>>>
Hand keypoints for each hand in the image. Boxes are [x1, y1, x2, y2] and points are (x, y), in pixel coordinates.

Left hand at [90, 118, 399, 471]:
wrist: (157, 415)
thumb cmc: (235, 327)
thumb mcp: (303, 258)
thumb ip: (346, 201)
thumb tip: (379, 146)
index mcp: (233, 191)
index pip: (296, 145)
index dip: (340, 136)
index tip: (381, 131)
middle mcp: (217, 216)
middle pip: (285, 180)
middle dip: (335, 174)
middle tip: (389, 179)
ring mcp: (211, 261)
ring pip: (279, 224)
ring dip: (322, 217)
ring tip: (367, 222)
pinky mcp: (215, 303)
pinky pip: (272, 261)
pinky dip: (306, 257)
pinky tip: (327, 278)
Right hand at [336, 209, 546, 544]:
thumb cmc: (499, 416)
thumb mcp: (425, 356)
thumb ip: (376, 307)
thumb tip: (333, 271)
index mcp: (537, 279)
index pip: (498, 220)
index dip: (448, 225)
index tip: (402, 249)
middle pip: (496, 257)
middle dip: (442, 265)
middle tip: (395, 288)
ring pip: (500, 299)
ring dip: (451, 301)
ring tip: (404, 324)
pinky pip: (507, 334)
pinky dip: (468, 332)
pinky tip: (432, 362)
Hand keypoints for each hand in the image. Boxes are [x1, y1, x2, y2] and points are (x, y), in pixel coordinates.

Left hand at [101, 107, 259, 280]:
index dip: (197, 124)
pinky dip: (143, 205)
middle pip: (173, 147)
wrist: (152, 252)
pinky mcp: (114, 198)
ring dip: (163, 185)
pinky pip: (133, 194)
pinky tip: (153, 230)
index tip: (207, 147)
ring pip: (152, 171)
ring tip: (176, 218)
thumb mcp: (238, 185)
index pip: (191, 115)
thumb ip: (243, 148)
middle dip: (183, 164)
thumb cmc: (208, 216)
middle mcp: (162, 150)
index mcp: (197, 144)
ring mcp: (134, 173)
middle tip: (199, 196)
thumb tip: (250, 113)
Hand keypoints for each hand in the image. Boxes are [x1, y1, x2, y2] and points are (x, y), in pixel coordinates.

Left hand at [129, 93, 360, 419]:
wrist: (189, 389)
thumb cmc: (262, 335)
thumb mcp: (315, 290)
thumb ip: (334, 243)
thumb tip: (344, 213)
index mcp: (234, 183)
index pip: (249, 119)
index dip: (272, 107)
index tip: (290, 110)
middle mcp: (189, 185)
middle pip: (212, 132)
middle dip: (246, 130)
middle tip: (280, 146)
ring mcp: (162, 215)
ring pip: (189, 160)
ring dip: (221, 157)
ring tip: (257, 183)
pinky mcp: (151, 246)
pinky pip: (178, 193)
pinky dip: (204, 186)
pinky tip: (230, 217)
<<<
>>>
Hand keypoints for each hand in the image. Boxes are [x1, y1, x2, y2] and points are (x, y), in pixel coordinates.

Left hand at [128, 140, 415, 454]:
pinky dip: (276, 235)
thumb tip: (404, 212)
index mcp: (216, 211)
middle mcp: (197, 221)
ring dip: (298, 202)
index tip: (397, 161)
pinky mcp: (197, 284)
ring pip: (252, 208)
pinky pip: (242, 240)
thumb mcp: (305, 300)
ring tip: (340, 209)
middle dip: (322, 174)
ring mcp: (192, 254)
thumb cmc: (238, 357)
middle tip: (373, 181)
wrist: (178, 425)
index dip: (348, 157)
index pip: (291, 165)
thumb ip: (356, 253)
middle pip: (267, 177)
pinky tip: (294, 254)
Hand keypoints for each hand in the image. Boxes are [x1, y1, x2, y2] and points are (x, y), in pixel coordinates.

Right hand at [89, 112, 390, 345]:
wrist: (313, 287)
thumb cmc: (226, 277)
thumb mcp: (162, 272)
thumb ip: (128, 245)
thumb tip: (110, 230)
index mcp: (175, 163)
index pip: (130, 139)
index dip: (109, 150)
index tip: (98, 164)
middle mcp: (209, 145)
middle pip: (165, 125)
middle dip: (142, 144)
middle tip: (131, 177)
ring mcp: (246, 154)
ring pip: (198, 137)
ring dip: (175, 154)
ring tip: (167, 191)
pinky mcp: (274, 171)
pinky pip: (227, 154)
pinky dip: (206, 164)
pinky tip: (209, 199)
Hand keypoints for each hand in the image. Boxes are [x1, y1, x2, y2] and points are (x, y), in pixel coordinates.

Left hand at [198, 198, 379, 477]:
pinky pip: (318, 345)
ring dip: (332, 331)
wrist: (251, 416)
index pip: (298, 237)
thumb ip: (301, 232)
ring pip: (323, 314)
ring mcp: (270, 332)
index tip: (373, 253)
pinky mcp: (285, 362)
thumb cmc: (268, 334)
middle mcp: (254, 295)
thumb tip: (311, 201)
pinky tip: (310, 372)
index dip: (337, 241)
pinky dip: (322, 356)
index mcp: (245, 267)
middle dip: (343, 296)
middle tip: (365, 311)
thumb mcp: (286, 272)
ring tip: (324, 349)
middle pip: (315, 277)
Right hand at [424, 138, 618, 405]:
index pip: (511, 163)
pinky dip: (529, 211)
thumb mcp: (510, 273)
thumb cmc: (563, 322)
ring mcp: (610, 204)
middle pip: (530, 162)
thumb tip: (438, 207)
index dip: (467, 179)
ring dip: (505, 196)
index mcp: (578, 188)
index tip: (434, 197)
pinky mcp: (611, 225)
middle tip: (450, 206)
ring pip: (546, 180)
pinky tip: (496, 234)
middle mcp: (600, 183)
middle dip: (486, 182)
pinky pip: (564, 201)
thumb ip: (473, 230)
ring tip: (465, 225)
<<<
INSTRUCTIONS FOR THE TASK: Copy the records above exactly, beginning at the line that contains "middle dip: (246, 130)" and stopping after the line that contains "pinky tip: (230, 217)".

SOLUTION FOR THIS TASK:
middle dip: (246, 130)
middle tip: (280, 146)
ring mcp: (162, 215)
ring pip: (189, 160)
ring dip: (221, 157)
ring tip: (257, 183)
pinky mcp: (151, 246)
pinky pip: (178, 193)
pinky dip: (204, 186)
pinky tip: (230, 217)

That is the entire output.